Methods: In 35 female patients hospitalized with severe COVID-19 pneumonia from March to May 2022, vascular thrombosis and pregnancy complications were recorded during the entire hospital stay and in their medical history. Females were also tested for nine types of aPLs at 4 time points (admission, exacerbation and discharge from hospital and at 3-month follow-up): anticardiolipin (aCL), anti-β2-glycoproteinI (anti-β2GPI) and antiphosphatidylserine/prothrombin (aPS/PT) of the IgM/IgG/IgA isotypes. Because we used anticoagulants at therapeutic doses, we could not use the LA test, even with neutralizers, as these are only effective at low and typically preventive LMWH doses (0.8–1.0 U/mL); instead, the aPS/PT test was performed. Positive values were defined as those above the 99th percentile of the healthy control population. Statistical analysis was performed using SPSS 21 (NY, USA IBM Corp. Released 2021, IBM SPSS Statistics for Windows).

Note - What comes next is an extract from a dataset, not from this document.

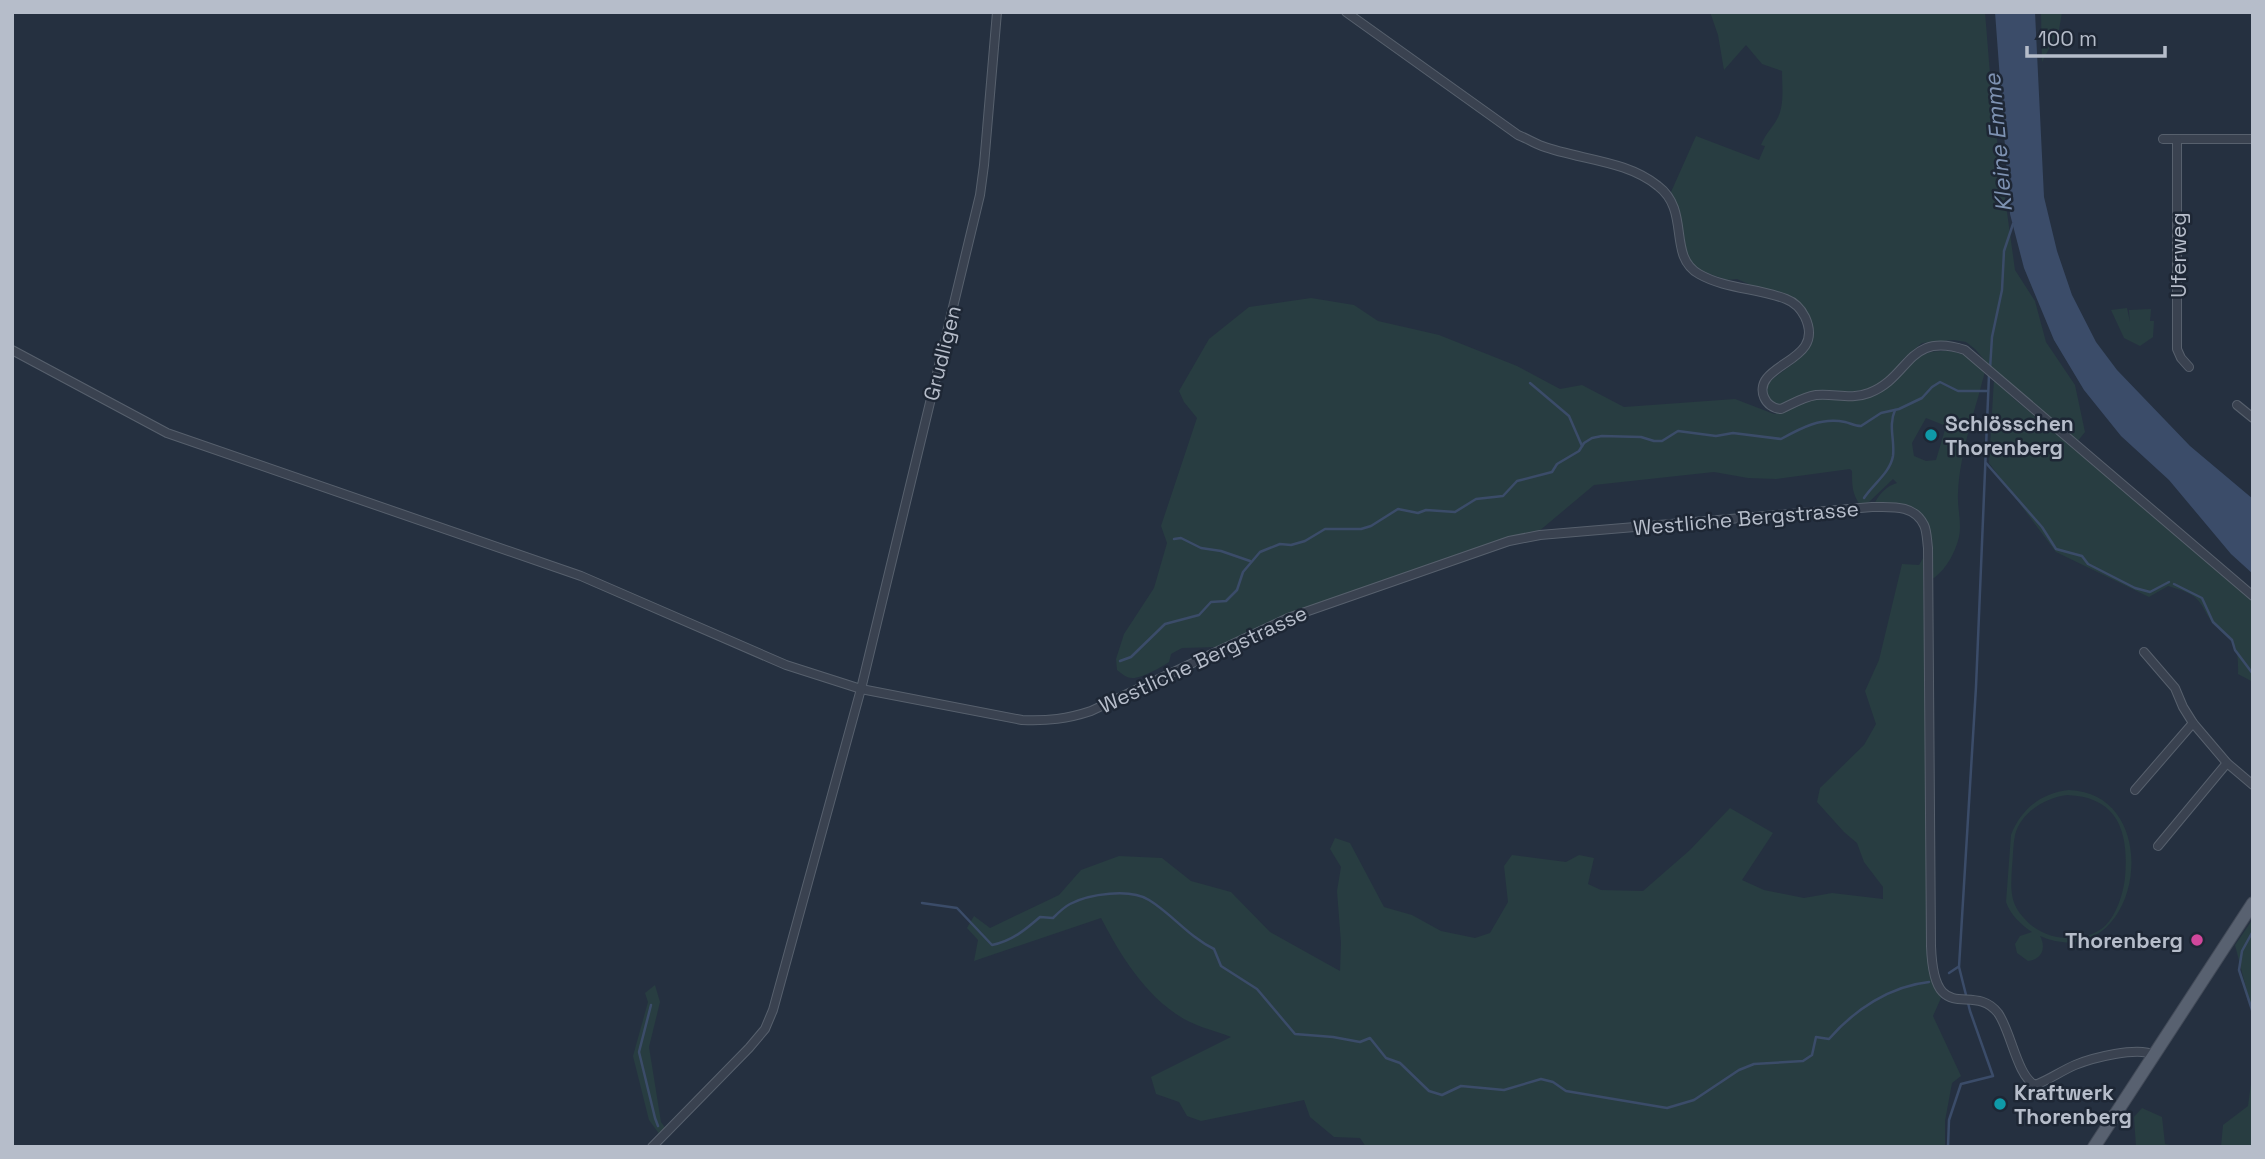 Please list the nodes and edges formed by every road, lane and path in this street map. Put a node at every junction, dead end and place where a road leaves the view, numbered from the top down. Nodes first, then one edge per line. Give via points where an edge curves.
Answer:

Results: During hospitalization, aPLs were tested positive at least once in 51.4% of females. All 5.7% of patients that passed away were tested aPLs negative at admission and worsening (one had pulmonary artery thrombosis and one microthrombosis). Personal anamnesis (PA) for thromboembolism was verified for 4 patients, at admission all of them tested aPLs negative, however transition to aPLs positivity at discharge (as the disease subsided) was detected in 75% (all with deep vein thrombosis in PA) due to newly- positive aCL IgG at discharge seen in 75% added with positive aCL IgM in 50%. At follow-up, one female remained positive for aCL IgG, one negativized and one one did not appear. None of the women in our cohort were pregnant, and none of them became pregnant while at the hospital and in the follow-up. In their personal history, two women had abortions after 10th week of gestation, but none of them tested positive for aPLs at admission or follow-up.

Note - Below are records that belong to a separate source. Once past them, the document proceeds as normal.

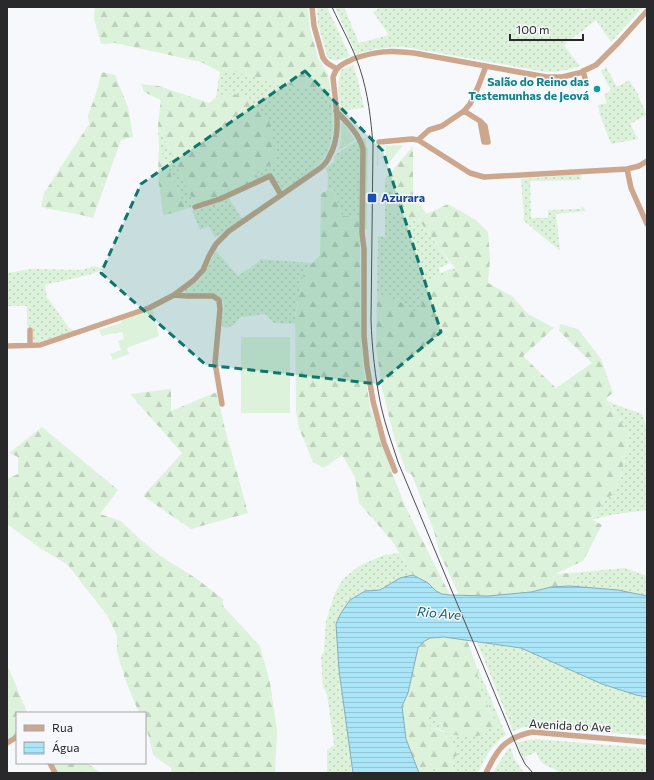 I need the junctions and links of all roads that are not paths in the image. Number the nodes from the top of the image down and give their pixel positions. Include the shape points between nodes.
1 (312, 7) edge
2 (647, 11) edge
3 (486, 66) junction
4 (337, 69) junction
5 (583, 71) junction
6 (586, 82) dead end
7 (336, 111) junction
8 (464, 111) junction
9 (480, 121) dead end
10 (418, 140) junction
11 (379, 142) dead end
12 (647, 161) edge
13 (627, 169) junction
14 (281, 195) junction
15 (195, 207) dead end
16 (647, 224) edge
17 (174, 295) junction
18 (30, 330) dead end
19 (30, 345) junction
20 (7, 346) edge
21 (222, 404) dead end
22 (395, 471) dead end
23 (16, 738) edge
24 (647, 742) edge
25 (7, 743) edge
26 (50, 764) edge
27 (55, 773) edge
28 (486, 773) edge

1 - 4 street via 314,26 323,58 326,63
2 - 5 street via 596,65
3 - 4 street via 414,52 381,51 364,55
3 - 5 street via 562,78
3 - 8 street via 470,104
4 - 7 street via 334,77
5 - 6 street
7 - 14 street via 336,144 329,158 319,169
7 - 22 street via 347,122 362,144 363,150 364,336 375,408 384,443
8 - 9 street
8 - 10 street via 442,126 429,130
10 - 11 street
10 - 13 street via 470,173 484,177
12 - 13 street via 640,166
13 - 16 street via 631,188
14 - 15 street via 270,176 220,199
14 - 17 street via 225,235 216,244 203,270
17 - 19 street via 149,308 40,345
17 - 21 street via 213,296 219,300 215,363
18 - 19 street
19 - 20 street
23 - 25 street
24 - 28 street, Avenida do Ave via 532,732 506,742
26 - 27 street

Conclusion: The incidence of APS in our cohort was 2.8%, whereas in general population it ranges from 0.001% to 0.002%. This high incidence was mostly due to deep vein thrombosis in womens personal history. Therefore, it is advised that all females with personal anamnesis of deep vein thrombosis in the past who had suffered severe COVID-19 and who plan to conceive should be tested for aPLs once and in positive cases retested 3 months later, in order to rule out the APS diagnosis and order appropriate therapy during pregnancy. Also, suppression of the ovaries related to COVID-19 in the post-COVID syndrome could be the reason for infertility [4].